I’m a lipstick lover, and I’ve been fascinated by color names since childhood, when I used to read the names on my mother’s lipsticks and wonder about the inspiration behind Revlon’s “Fire and Ice” and “Cherries in the Snow.” When lipstick names got edgier in the 1990s, I was so excited that I wrote a story about it for the Wall Street Journal. Even though I’m devoted to red lipstick, I recently got a more neutral color just because it was called F*ck Trump and sold by a small, woman-owned company called Lipslut. I’m pleased to say I now also have Lipslut’s F*ck Hollywood true red and the F*ck Kavanaugh deep red.

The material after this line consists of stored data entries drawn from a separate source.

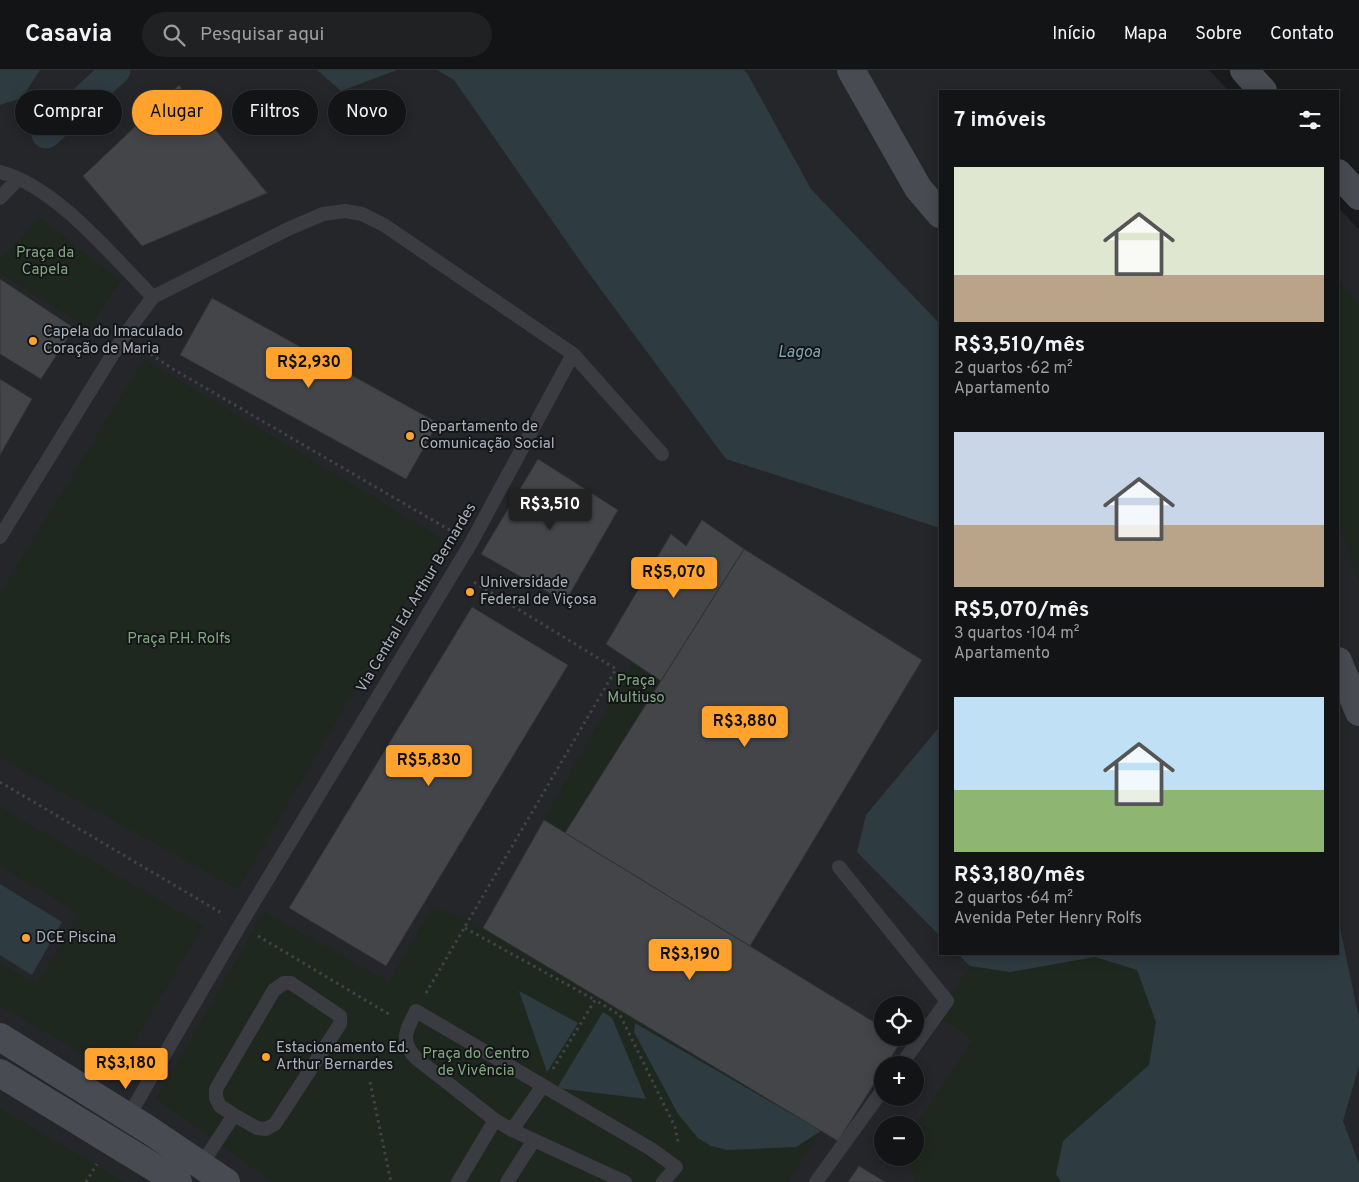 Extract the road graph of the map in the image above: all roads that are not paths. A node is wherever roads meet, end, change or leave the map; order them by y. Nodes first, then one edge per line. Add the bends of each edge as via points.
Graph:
1 (851, 70) edge
2 (1244, 70) edge
3 (1263, 90) edge
4 (0, 172) edge
5 (1339, 174) edge
6 (18, 179) junction
7 (1359, 196) edge
8 (0, 198) edge
9 (939, 213) edge
10 (153, 297) junction
11 (574, 354) junction
12 (662, 454) dead end
13 (0, 537) edge
14 (1339, 663) edge
15 (1359, 712) edge
16 (839, 866) dead end
17 (0, 1037) edge
18 (907, 1056) edge
19 (0, 1073) edge
20 (542, 1086) junction
21 (874, 1103) edge
22 (234, 1115) junction
23 (128, 1117) junction
24 (494, 1120) junction
25 (512, 1130) junction
26 (534, 1140) junction
27 (201, 1165) junction
28 (178, 1182) edge
29 (226, 1182) edge
30 (458, 1182) edge
31 (507, 1182) edge
32 (625, 1182) edge
33 (663, 1182) edge
34 (816, 1182) edge

1 - 9 main road via 918,188
2 - 3 main road
4 - 6 lane
5 - 7 main road
6 - 8 lane
6 - 10 lane via 65,210
10 - 11 lane via 288,229 323,214 345,211 362,214 384,224
10 - 13 lane via 124,336
11 - 12 lane
11 - 23 lane, Via Central Ed. Arthur Bernardes via 470,543
14 - 15 main road
16 - 18 lane via 947,1001
17 - 23 main road
19 - 28 main road
20 - 24 lane via 416,1011 405,1042 409,1051
20 - 25 lane
20 - 33 lane via 676,1167
21 - 34 lane
22 - 22 lane via 257,1128 266,1129 275,1124 338,1031 340,1016 291,983 284,983 274,990 216,1089 220,1106
22 - 27 lane
23 - 27 main road
24 - 25 lane
24 - 30 lane
25 - 26 lane
26 - 31 lane
26 - 32 lane
27 - 29 main road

I’ve been feeling pretty sassy with the Lipslut hues, but if provocative lipstickery were a competition, NARS would be the new champion. In this case, however, it’s not the name that stands out: NARS calls its warm cinnamon color “Morocco,” which is downright ho-hum for a brand that’s famous for a peachy hue called Orgasm. That’s why I did such a doubletake that I risked whiplash when I saw this Instagram promotion of Morocco.
As comedian Tony Baker would say, “What in the haberdasheries and hemoglobin is going on HHHHHHERE???” I mean … why is this lipstick the star of an unsolicited dick pic? Who in marketing said, “You know what goes great with the name “Morocco”? A penis!” Who was the colleague who said, “Just in case they don’t see a penis right away, make the caption: ‘When the nudes keep you up all night'”? How many other people signed off on all of this? And, most confusingly, am I disgusted by the melted lipstick penis or delighted by how batshit this promotion is? I honestly don’t know! NARS, I need answers and therapy!
Catherine says
I was thinking of you when I watched Gwen Berry win at Pan America games. If u haven’t seen she wore blue lipstick and also stood up for real freedom and actual free speech, not this fucking bullshit “patriots” have been fooled into supporting against their own benefit.
WendyB says
Thank you SO MUCH for alerting me to this!